Interest is also deductible and the portion of the payment is significantly lower than renting.

example: Mortage of 2400/m , in the first year interest portion is about 1800/month and it keeps going lower and lower of the course of the loan. Once you have passed 15 years your interest portion is less than what goes towards your principal. It's like rent that gets reduced every month!

Maintenance costs are not what some people make it to be. In rentals, most landlords hate their maintenance costs and because they don't live in their $hitbox you end up with the cheapest, cheesiest quality of everything. In a home, you can upgrade your bathroom to your liking, yes, it costs, but you are also the one enjoying it.

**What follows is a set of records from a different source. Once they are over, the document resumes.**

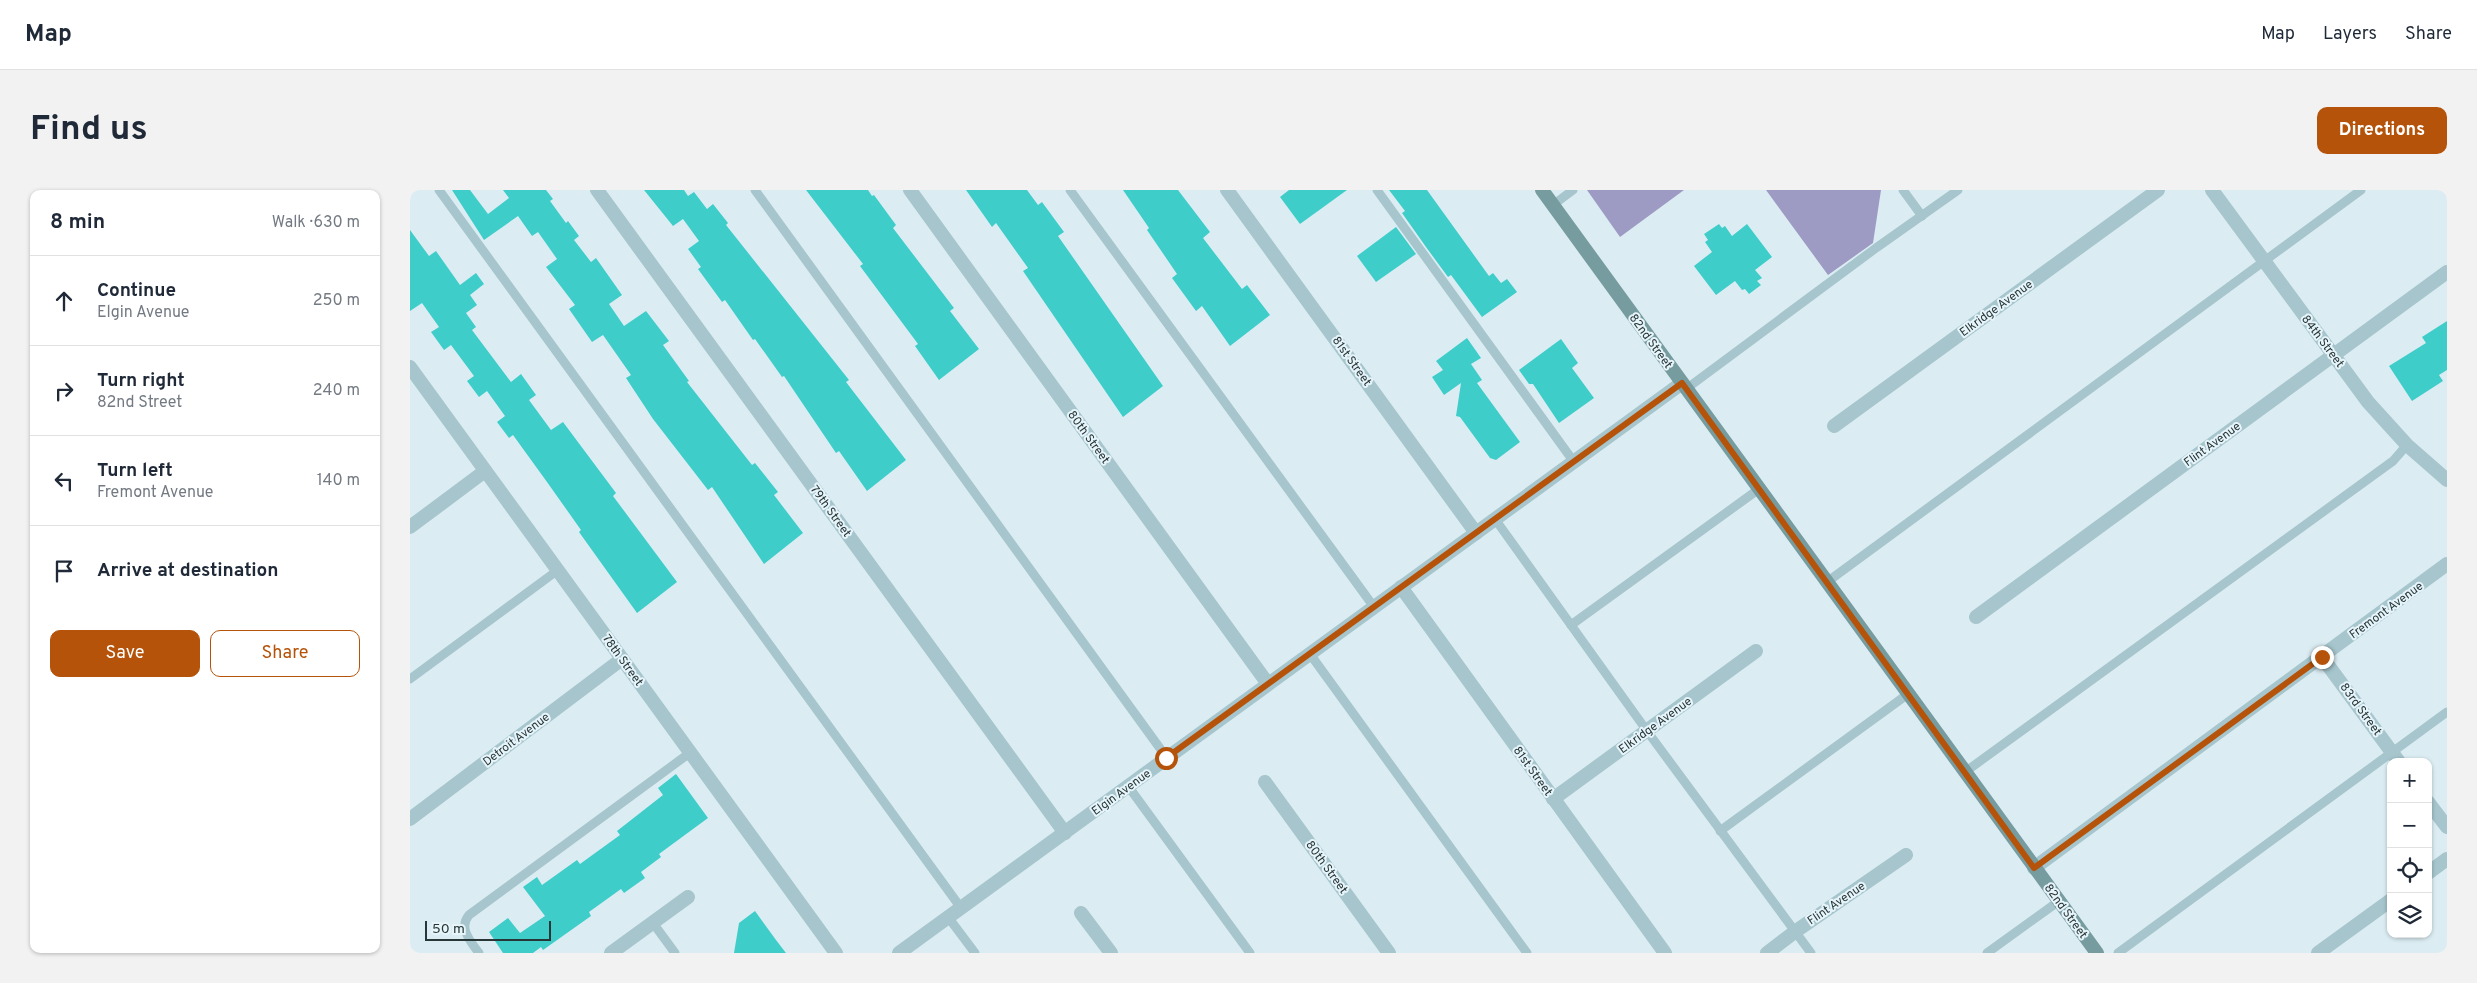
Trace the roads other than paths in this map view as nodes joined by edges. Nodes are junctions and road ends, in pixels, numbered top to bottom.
1 (439, 190) edge
2 (597, 190) edge
3 (755, 190) edge
4 (910, 190) edge
5 (1070, 190) edge
6 (1227, 190) edge
7 (1377, 190) edge
8 (1542, 190) edge
9 (1573, 190) edge
10 (1903, 190) edge
11 (1958, 190) edge
12 (2158, 190) edge
13 (2212, 190) edge
14 (2361, 190) edge
15 (1553, 205) junction
16 (1922, 216) junction
17 (2264, 261) junction
18 (2447, 272) edge
19 (2334, 355) junction
20 (410, 367) edge
21 (1684, 386) junction
22 (1834, 426) dead end
23 (2407, 445) junction
24 (1574, 462) junction
25 (485, 471) junction
26 (2445, 474) edge
27 (1759, 488) junction
28 (1495, 519) junction
29 (410, 527) edge
30 (1476, 533) junction
31 (2447, 564) edge
32 (558, 570) junction
33 (1826, 582) junction
34 (1401, 588) junction
35 (1374, 607) junction
36 (1976, 617) dead end
37 (1571, 625) junction
38 (1756, 651) dead end
39 (1310, 654) junction
40 (2322, 657) junction
41 (622, 659) junction
42 (410, 679) edge
43 (1268, 684) junction
44 (1908, 694) junction
45 (2447, 712) edge
46 (1647, 731) junction
47 (690, 752) junction
48 (2395, 757) edge
49 (1166, 758) junction
50 (1965, 772) junction
51 (1265, 782) dead end
52 (1128, 786) junction
53 (1553, 799) junction
54 (2429, 803) edge
55 (410, 819) edge
56 (2447, 827) edge
57 (1720, 831) junction
58 (1064, 833) junction
59 (1906, 856) dead end
60 (2447, 860) edge
61 (2034, 868) junction
62 (2432, 870) edge
63 (688, 897) dead end
64 (2059, 901) junction
65 (2387, 903) edge
66 (961, 908) junction
67 (1082, 913) dead end
68 (948, 917) junction
69 (653, 923) junction
70 (1796, 931) junction
71 (479, 953) edge
72 (611, 953) edge
73 (675, 953) edge
74 (836, 953) edge
75 (899, 953) edge
76 (975, 953) edge
77 (1111, 953) edge
78 (1250, 953) edge
79 (1389, 953) edge
80 (1527, 953) edge
81 (1665, 953) edge
82 (1768, 953) edge
83 (1811, 953) edge
84 (1986, 953) edge
85 (2097, 953) edge
86 (2118, 953) edge
87 (2318, 953) edge

1 - 66 lane
2 - 58 street, 79th Street
3 - 49 lane
4 - 43 street, 80th Street
5 - 35 lane
6 - 30 street, 81st Street
7 - 24 lane
8 - 15 main road, 82nd Street
9 - 15 lane
10 - 16 lane
11 - 16 lane
12 - 22 street, Elkridge Avenue
13 - 17 street, 84th Street
14 - 17 lane
15 - 21 main road, 82nd Street
16 - 21 lane
17 - 19 street, 84th Street
17 - 33 lane
18 - 19 street, Flint Avenue
19 - 23 street, 84th Street
19 - 36 street, Flint Avenue
20 - 25 street, 78th Street
21 - 24 street, Elgin Avenue
21 - 27 main road, 82nd Street
23 - 26 street, 84th Street
23 - 50 lane
24 - 28 street, Elgin Avenue
25 - 29 street
25 - 32 street, 78th Street
27 - 33 main road, 82nd Street
27 - 37 lane
28 - 30 street, Elgin Avenue
28 - 37 lane
30 - 34 street, Elgin Avenue
31 - 40 street, Fremont Avenue
32 - 41 street, 78th Street
32 - 42 lane
33 - 44 main road, 82nd Street
34 - 35 street, Elgin Avenue
34 - 53 street, 81st Street
35 - 39 street, Elgin Avenue
37 - 46 lane
38 - 46 street, Elkridge Avenue
39 - 43 street, Elgin Avenue
39 - 80 lane
40 - 48 street, 83rd Street
40 - 61 street, Fremont Avenue
41 - 47 street, 78th Street
41 - 55 street, Detroit Avenue
43 - 49 street, Elgin Avenue
44 - 50 main road, 82nd Street
44 - 57 lane
45 - 48 lane
46 - 53 street, Elkridge Avenue
46 - 57 lane
47 - 71 lane
47 - 74 street, 78th Street
48 - 86 lane
49 - 52 street, Elgin Avenue
50 - 61 main road, 82nd Street
51 - 79 street, 80th Street
52 - 58 street, Elgin Avenue
52 - 78 lane
53 - 81 street, 81st Street
54 - 56 street
57 - 70 lane
58 - 66 street, Elgin Avenue
59 - 70 street, Flint Avenue
60 - 62 street
61 - 64 main road, 82nd Street
63 - 69 street
64 - 84 lane
64 - 85 main road, 82nd Street
65 - 87 street
66 - 68 street, Elgin Avenue
67 - 77 street
68 - 75 street, Elgin Avenue
68 - 76 lane
69 - 72 street
69 - 73 lane
70 - 82 street, Flint Avenue
70 - 83 lane

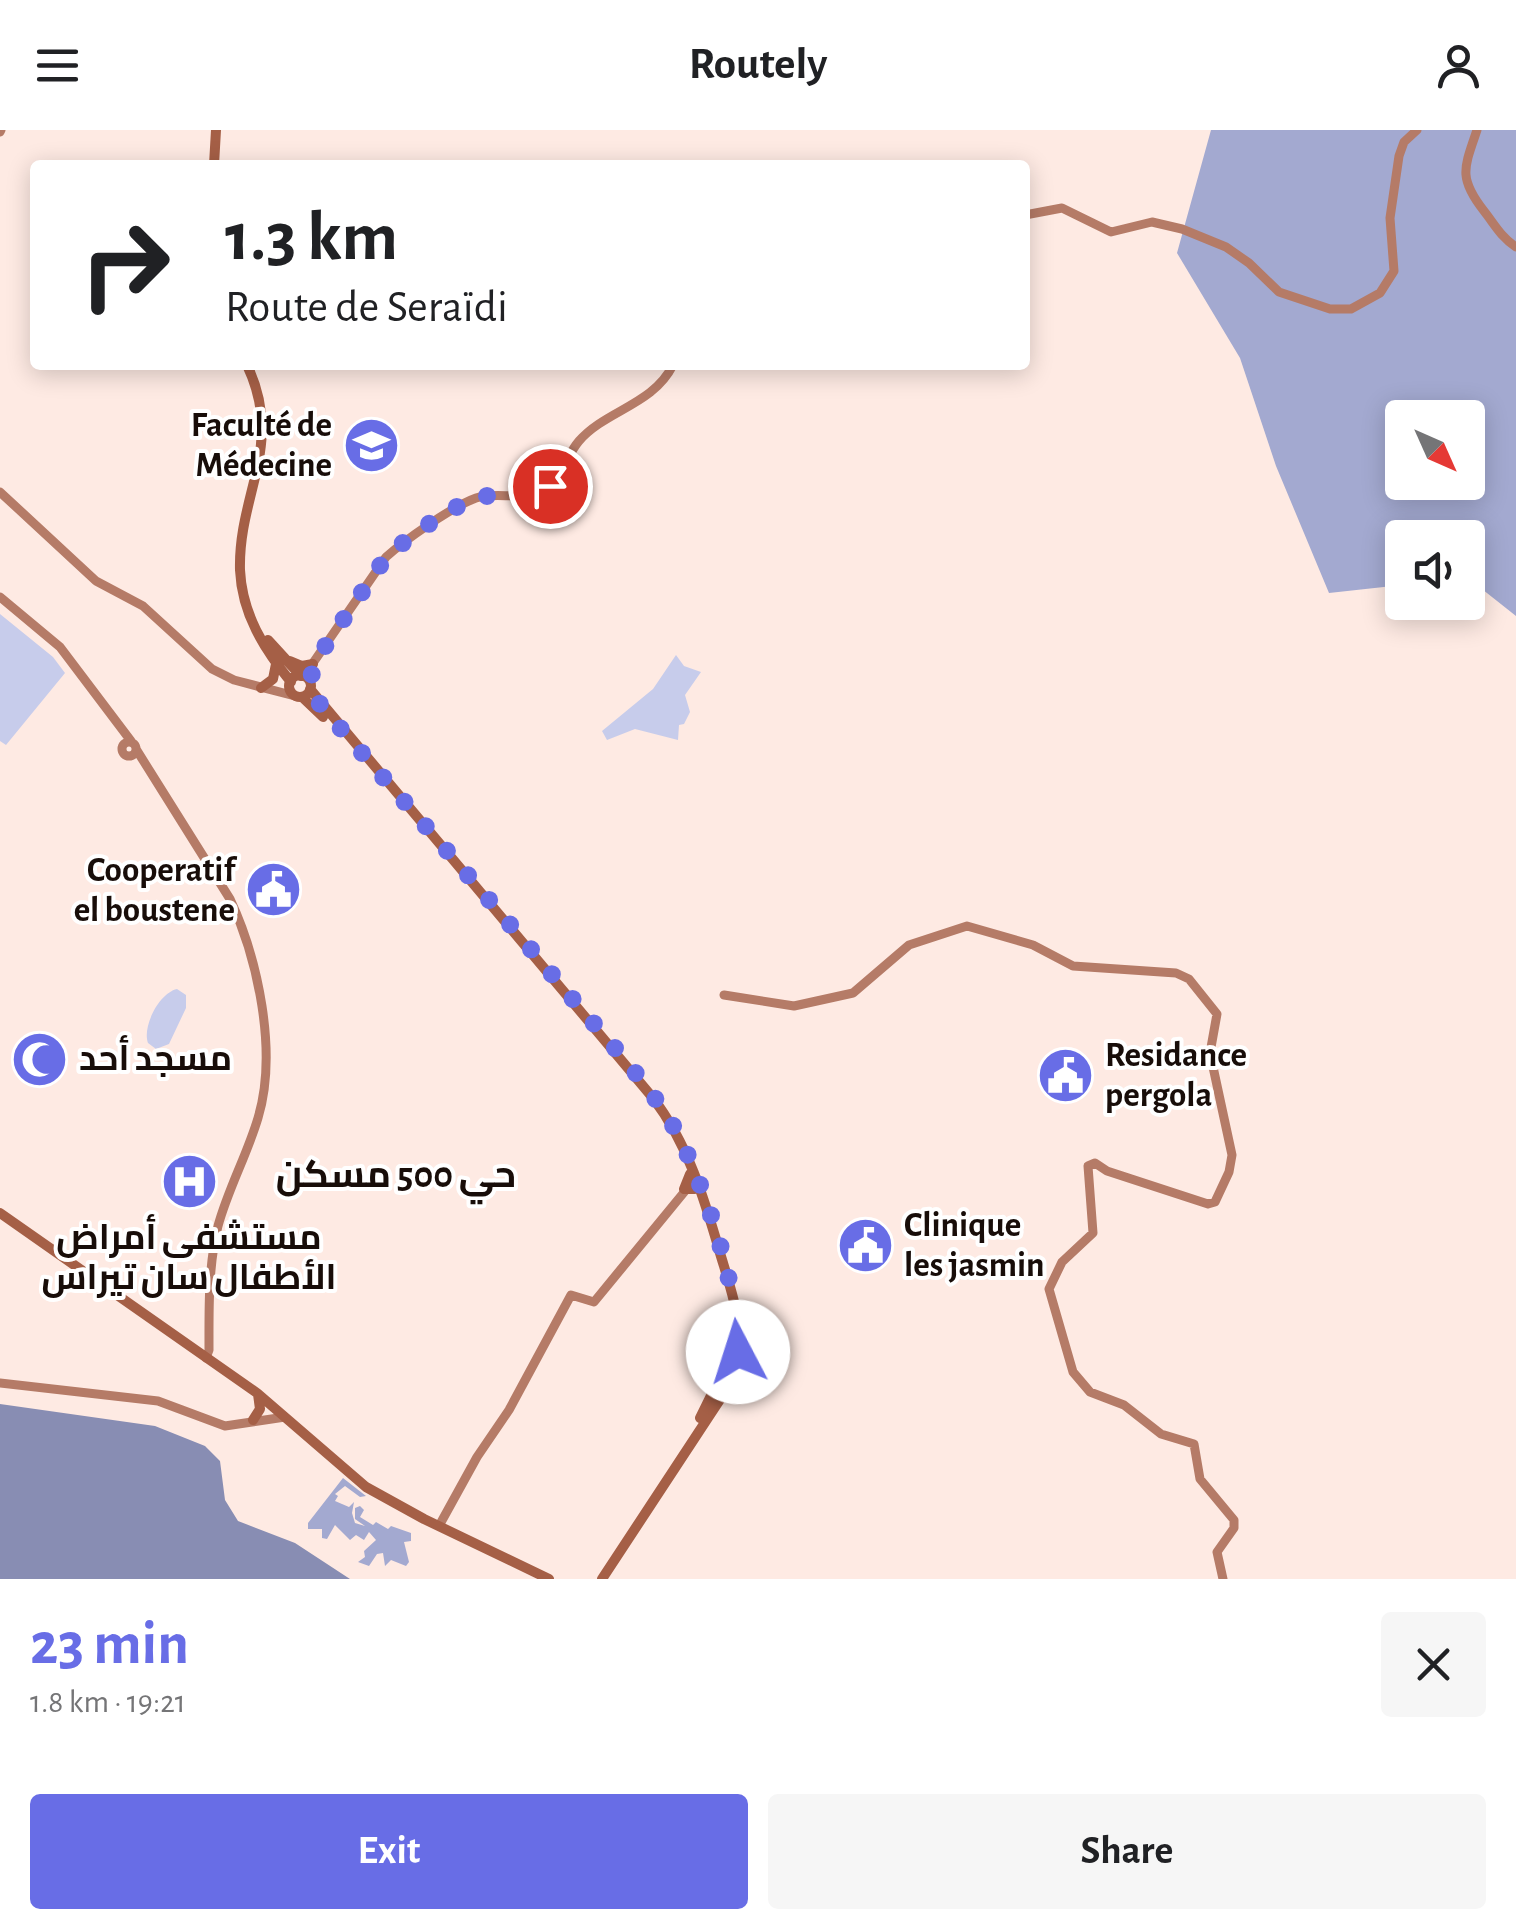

Insurance? My homeowners insurance = what my renters insurance used to be. Same shit. ($1000/year)

39   anonymous   2012 Mar 19, 5:56am  

wthrfrk80 says

Yes, rent is "money down the drain." It really sucks doesn't it?

When we sat down and calculated what we spent in rent, I almost fainted.

It served as a big motivator to get our shit together and buy.

40   K Dub   2012 Mar 19, 6:24am  

RentingForHalfTheCost says

Yah, but Shiller doesn't live in the Cupertino, Phoenix, Las Vegas, Fremont, San Francisco, etc.

Don't forget Philadelphia, Houston, San Jose, or San Antonio. You know, 4 of top 10 cities (by population) in the U.S.

As Paul Krugman famously concluded (and somehow played Captain Obvious and won a Nobel Prize for it), people move towards big cities for jobs. Guess what? Some of these people will desire houses as well. Why these cities aren't included in the Mr. Shiller's Housing "Index" is beyond me.

It would be very helpful to add the aforementioned cities. This would help track housing trends correlating data based on the 50 largest cities in the U.S. It should be updated every 10 years via the latest U.S. Census Bureau data. This information would be more relevant to more people.

Take a look at either the Top 10-City or Top 20-City Composite Housing Index. It's just a chart run by idiots and consumed by popular media outlets as the unquestionable de facto standard for housing information.

Shiller and crew are a bunch of idiots. This is why I visit patrick.net instead.